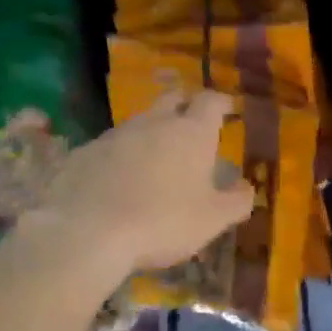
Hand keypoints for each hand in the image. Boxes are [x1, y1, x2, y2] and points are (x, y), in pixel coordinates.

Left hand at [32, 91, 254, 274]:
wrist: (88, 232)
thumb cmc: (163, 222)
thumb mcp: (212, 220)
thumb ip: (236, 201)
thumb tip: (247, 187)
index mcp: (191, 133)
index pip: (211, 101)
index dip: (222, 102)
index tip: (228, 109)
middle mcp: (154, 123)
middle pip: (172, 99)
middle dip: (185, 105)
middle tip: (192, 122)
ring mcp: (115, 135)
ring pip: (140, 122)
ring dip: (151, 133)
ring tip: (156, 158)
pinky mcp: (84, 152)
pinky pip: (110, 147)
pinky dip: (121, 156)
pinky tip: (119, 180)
◇ ◇ ◇
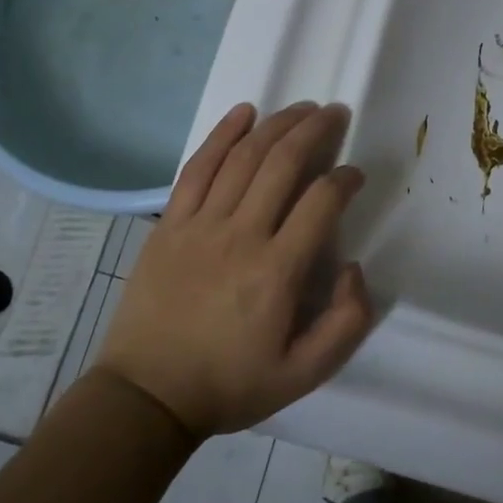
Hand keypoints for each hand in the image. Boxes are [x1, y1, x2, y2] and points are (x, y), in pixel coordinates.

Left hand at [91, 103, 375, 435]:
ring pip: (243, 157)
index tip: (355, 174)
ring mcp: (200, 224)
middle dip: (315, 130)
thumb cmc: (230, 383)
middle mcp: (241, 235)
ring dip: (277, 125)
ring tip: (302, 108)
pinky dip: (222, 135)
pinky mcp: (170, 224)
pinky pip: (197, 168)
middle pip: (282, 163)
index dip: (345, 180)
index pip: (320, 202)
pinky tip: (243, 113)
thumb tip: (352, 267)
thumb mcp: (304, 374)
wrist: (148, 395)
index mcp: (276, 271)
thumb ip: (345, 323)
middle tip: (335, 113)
◇ ◇ ◇
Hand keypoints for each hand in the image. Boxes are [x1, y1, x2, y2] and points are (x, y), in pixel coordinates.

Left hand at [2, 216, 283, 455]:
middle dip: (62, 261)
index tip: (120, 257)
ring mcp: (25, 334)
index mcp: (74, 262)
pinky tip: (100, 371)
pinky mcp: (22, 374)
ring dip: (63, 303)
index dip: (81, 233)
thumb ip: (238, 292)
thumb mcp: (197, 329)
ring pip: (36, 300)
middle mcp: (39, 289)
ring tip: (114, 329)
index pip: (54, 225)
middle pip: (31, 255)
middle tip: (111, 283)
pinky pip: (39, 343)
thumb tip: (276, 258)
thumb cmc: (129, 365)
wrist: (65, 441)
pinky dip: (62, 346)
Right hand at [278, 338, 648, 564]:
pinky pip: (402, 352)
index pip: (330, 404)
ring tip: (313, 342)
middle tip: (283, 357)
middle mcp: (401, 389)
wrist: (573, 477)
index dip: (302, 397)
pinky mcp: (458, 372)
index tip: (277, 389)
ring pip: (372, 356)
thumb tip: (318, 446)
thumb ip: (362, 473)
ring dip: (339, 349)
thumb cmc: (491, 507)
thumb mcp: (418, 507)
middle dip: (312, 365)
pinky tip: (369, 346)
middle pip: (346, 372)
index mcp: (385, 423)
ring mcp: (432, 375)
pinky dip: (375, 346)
◇ ◇ ◇
> **Task prompt**
Among the records above, extract exactly the lines from the line with "wrist: (65, 441)" to the line with "thumb ip: (362, 473)", both lines included, and leave out the rest.

> **Answer to the problem**
wrist: (65, 441)
pinky dip: (62, 346)
Right hand at [278, 338, 648, 564]:
pinky pip: (402, 352)
index pip: (330, 404)
ring tip: (313, 342)
middle tip: (283, 357)
middle mcp: (401, 389)
wrist: (573, 477)
index dip: (302, 397)
pinky mcp: (458, 372)
index tip: (277, 389)
ring pip: (372, 356)
thumb tip: (318, 446)
thumb ip: (362, 473)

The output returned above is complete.